Workforce Planning Hamilton (formerly the Hamilton Training and Advisory Board) has completed a study exploring what kind of place this is to make a living as an immigrant entrepreneur.
Wise5 is the name of the year-long research project headed by Sarah Wayland in concert with similar agencies in the regions of Niagara, Waterloo-Wellington-Dufferin, Windsor/Essex and Elgin Middlesex Oxford.
About 65 entrepreneurs were interviewed for the study, 80 per cent of whom had lived in Canada for less than 10 years.
The aim of the report was to create recommendations for communities to support immigrant businesses and identify best practices which each region can adopt as needed.
Abdul Malik Raza ended up in Hamilton by accident — she thought she’d settle in Toronto but there was no space, so she was moved into a hostel for a short period in Hamilton.
By 2009, she had graduated with an early childhood education diploma from Mohawk College with her sights firm on a goal of having a daycare.
Eventually she received her licence through Today’s Family but also was surprised by offers of contract employment from Mohawk College and others to do field supervision work for others studying early childhood education. She continues to do this as well as running her own business as a way to keep working on her knowledge of the industry.
All of her success though came after a dedication to mastering English, earning some money and doing some research into what is necessary to start a proper daycare — a concept which was as foreign to her as snow and everything else Canadian.
“Back at home, it really was a village raising a child — if a mother had to go out, she just left her children and the rest of the people would watch.”
Wayland said there are, in fact, few services for entrepreneurs, let alone immigrant entrepreneurs in the five regions — a bit of a surprise to her.
Wayland and her team conducted interviews with those who immigrated to Canada in the past 10 years to get a sense of the initial challenges of setting up a business here.

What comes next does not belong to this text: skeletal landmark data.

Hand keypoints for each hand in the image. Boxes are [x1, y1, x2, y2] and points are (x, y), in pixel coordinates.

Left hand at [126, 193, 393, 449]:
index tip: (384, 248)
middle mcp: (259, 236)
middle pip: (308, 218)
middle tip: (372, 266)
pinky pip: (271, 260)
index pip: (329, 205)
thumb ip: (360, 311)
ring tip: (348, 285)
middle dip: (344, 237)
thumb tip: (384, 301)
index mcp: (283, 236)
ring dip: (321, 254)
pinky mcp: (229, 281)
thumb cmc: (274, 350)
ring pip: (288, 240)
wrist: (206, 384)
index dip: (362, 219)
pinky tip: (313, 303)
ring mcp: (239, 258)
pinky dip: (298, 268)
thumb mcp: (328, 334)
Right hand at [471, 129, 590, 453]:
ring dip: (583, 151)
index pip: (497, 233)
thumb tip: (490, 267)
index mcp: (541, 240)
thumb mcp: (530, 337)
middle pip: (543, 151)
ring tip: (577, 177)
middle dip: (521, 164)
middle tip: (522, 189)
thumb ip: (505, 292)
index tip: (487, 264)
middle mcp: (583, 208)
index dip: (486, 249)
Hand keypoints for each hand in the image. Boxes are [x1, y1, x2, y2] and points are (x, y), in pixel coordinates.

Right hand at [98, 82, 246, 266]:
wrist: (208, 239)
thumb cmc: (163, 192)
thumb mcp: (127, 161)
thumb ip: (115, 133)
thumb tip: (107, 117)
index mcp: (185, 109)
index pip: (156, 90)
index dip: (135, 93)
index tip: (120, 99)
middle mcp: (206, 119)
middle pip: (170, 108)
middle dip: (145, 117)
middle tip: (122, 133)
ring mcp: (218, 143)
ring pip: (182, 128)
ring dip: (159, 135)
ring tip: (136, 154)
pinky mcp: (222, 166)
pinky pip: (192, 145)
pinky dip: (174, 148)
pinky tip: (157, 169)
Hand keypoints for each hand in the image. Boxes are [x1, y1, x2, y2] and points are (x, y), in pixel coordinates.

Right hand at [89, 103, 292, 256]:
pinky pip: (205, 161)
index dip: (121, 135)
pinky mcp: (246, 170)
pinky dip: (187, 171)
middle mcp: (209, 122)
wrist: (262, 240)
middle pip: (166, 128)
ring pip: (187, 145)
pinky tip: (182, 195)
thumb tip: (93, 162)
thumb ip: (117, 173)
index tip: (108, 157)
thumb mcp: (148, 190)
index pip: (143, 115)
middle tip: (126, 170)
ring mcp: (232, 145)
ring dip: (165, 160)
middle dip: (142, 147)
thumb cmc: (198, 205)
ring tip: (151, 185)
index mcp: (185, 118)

She said the majority of the entrepreneurs she interviewed (seven out of 10) said they came to Canada to be self-employed, but some started their own business because their professional designations aren’t recognized here, or to increase the potential for success.
“You can work really long hours if you’re self-employed. Lots of studies have found that people who are willing to move to another country are not risk-averse anyway. They might be just hungry ... sometimes literally ... to find work and they’ll create a job for themselves to do it.

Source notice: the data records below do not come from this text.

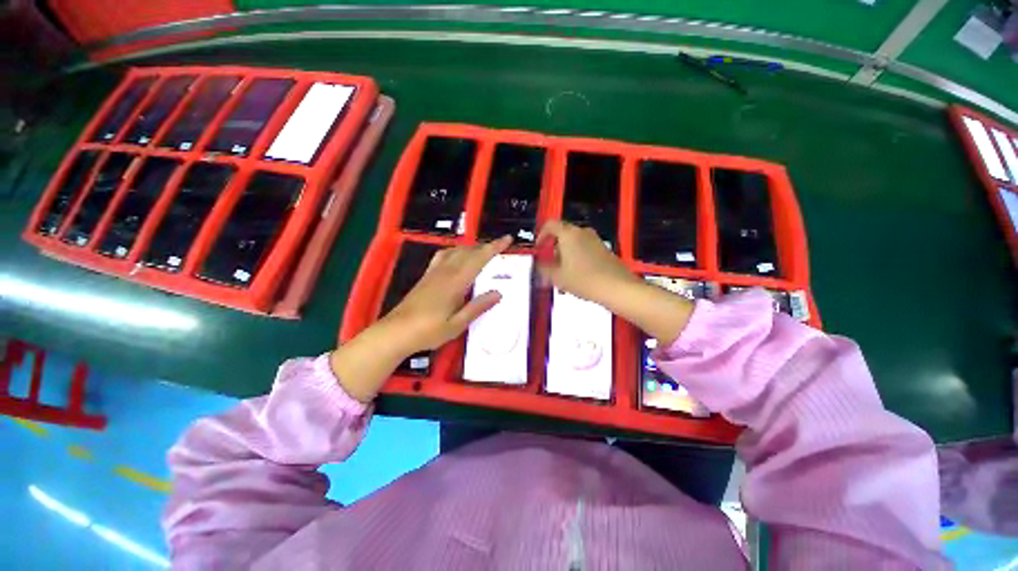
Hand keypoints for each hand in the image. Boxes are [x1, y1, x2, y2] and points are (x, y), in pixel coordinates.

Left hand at [331, 236, 511, 402]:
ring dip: (471, 248)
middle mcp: (444, 272)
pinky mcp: (426, 276)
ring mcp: (433, 273)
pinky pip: (443, 256)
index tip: (507, 239)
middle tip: (500, 247)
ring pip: (455, 251)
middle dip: (485, 246)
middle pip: (468, 252)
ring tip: (482, 252)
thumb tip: (498, 293)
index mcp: (455, 282)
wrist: (395, 332)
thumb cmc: (428, 331)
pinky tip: (457, 259)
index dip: (494, 248)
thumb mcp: (457, 324)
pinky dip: (456, 252)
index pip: (478, 259)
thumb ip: (477, 307)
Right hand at [536, 220, 694, 344]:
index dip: (541, 235)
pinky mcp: (604, 250)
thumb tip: (539, 265)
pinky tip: (576, 278)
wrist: (617, 288)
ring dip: (565, 257)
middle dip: (553, 250)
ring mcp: (595, 241)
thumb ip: (543, 269)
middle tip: (549, 266)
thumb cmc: (584, 280)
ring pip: (574, 244)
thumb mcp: (557, 277)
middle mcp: (582, 232)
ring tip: (562, 276)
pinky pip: (585, 250)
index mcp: (569, 234)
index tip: (538, 249)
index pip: (550, 225)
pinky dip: (576, 260)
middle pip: (562, 235)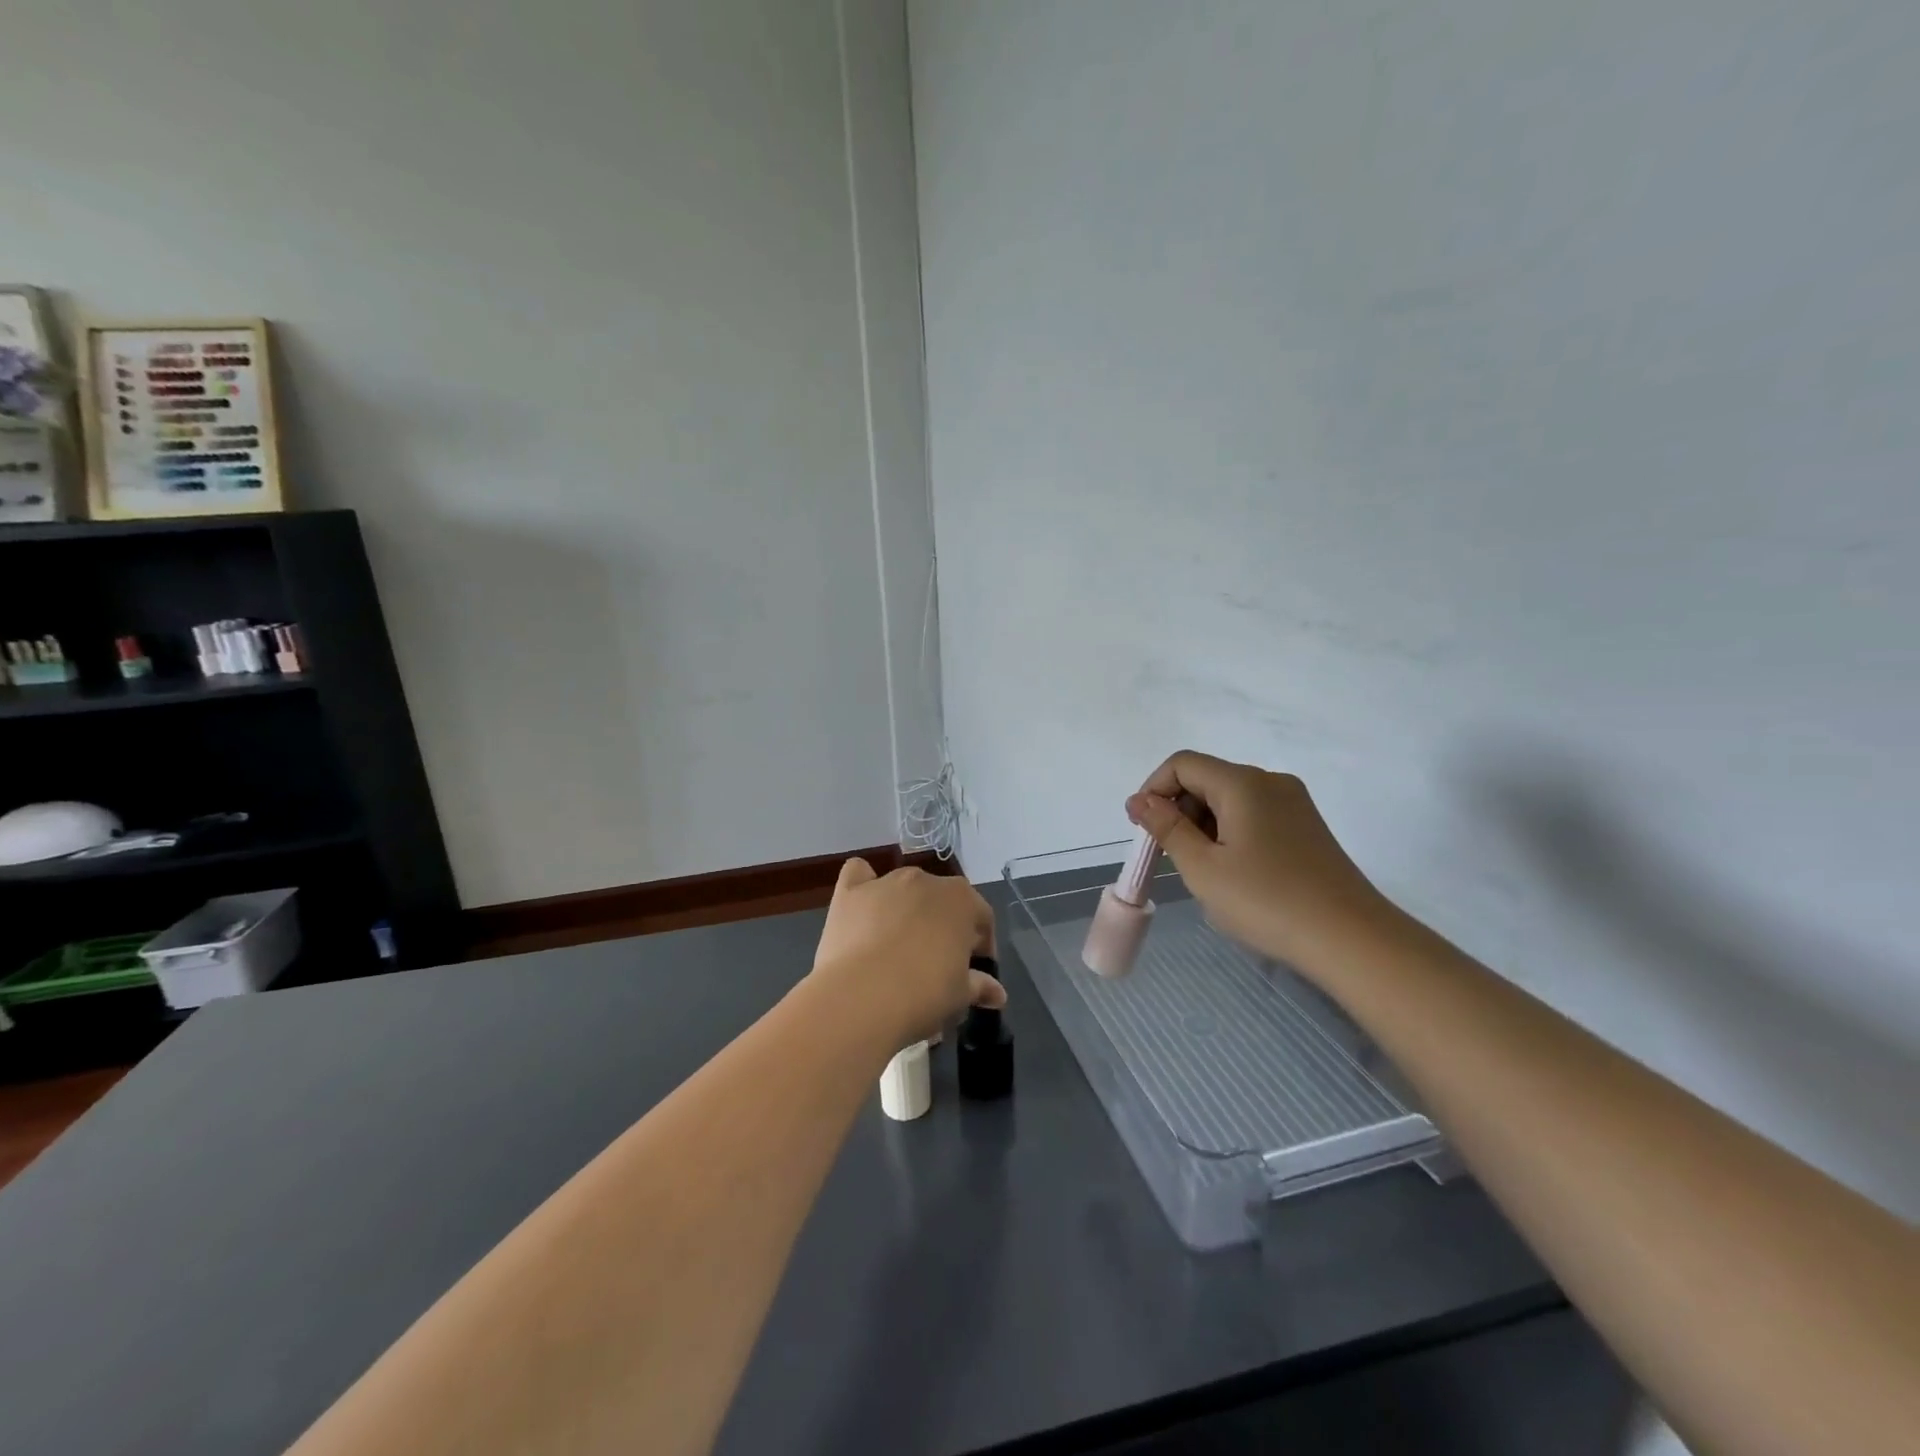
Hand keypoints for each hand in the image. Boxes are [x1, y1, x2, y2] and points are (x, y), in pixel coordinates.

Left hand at [808, 859, 1004, 1048]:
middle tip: (938, 964)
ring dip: (907, 910)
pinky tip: (863, 907)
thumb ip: (980, 986)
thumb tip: (997, 993)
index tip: (976, 970)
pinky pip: (860, 875)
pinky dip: (864, 885)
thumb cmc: (923, 994)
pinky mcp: (850, 891)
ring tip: (898, 949)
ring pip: (904, 889)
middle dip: (944, 927)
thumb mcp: (961, 996)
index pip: (981, 917)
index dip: (982, 945)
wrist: (861, 998)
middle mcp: (926, 881)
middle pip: (942, 901)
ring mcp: (886, 882)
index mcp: (961, 900)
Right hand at [1126, 751, 1388, 968]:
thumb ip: (1167, 828)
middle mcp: (1270, 782)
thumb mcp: (1203, 868)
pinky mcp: (1307, 828)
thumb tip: (1140, 800)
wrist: (1352, 940)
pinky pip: (1254, 816)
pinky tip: (1235, 875)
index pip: (1182, 765)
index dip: (1153, 790)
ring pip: (1230, 800)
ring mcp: (1294, 804)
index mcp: (1243, 783)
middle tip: (1170, 858)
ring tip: (1204, 873)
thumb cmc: (1267, 902)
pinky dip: (1230, 834)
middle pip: (1207, 779)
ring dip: (1203, 826)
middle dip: (1178, 811)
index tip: (1142, 830)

“I felt that most people were optimistic and enthusiastic. They really embrace opportunities.”
Wise5 recommendations include:
1. Service providers and funders improve accessibility by a variety of prospective entrepreneurs, for three key aspects: affordability, eligibility and language supports
3. Service providers promote their services — including any available interpretation supports or services in languages other than English — through the “ethnic” media
4. Employment service providers become educated about the benefits and viability of self-employment as an option for clients
5. Governments and other stakeholders work with financial institutions to improve financing for new businesses and existing micro loan programs
6. Service providers and other relevant stakeholders explore the creation of mentorship opportunities possibly through the chamber of commerce
7. Chambers of commerce form a task force to examine how their own organizations might better incorporate immigrants
Highlights of Wise5
Immigrants identified these “key ingredients to success” for starting a business in Canada: networking (especially connections outside their own ethnic communities); hard work/motivation; relevant business knowledge and skills;
Successful immigrants interviewed had these characteristics: voluntarily self-employed; highly educated; spoke excellent English; had prior business experience in their country of origin in the same industry.
Key barriers included: language, lack of familiarity with Canadian business culture and practices; lack of a Canadian credit history; and lack of social and professional networks.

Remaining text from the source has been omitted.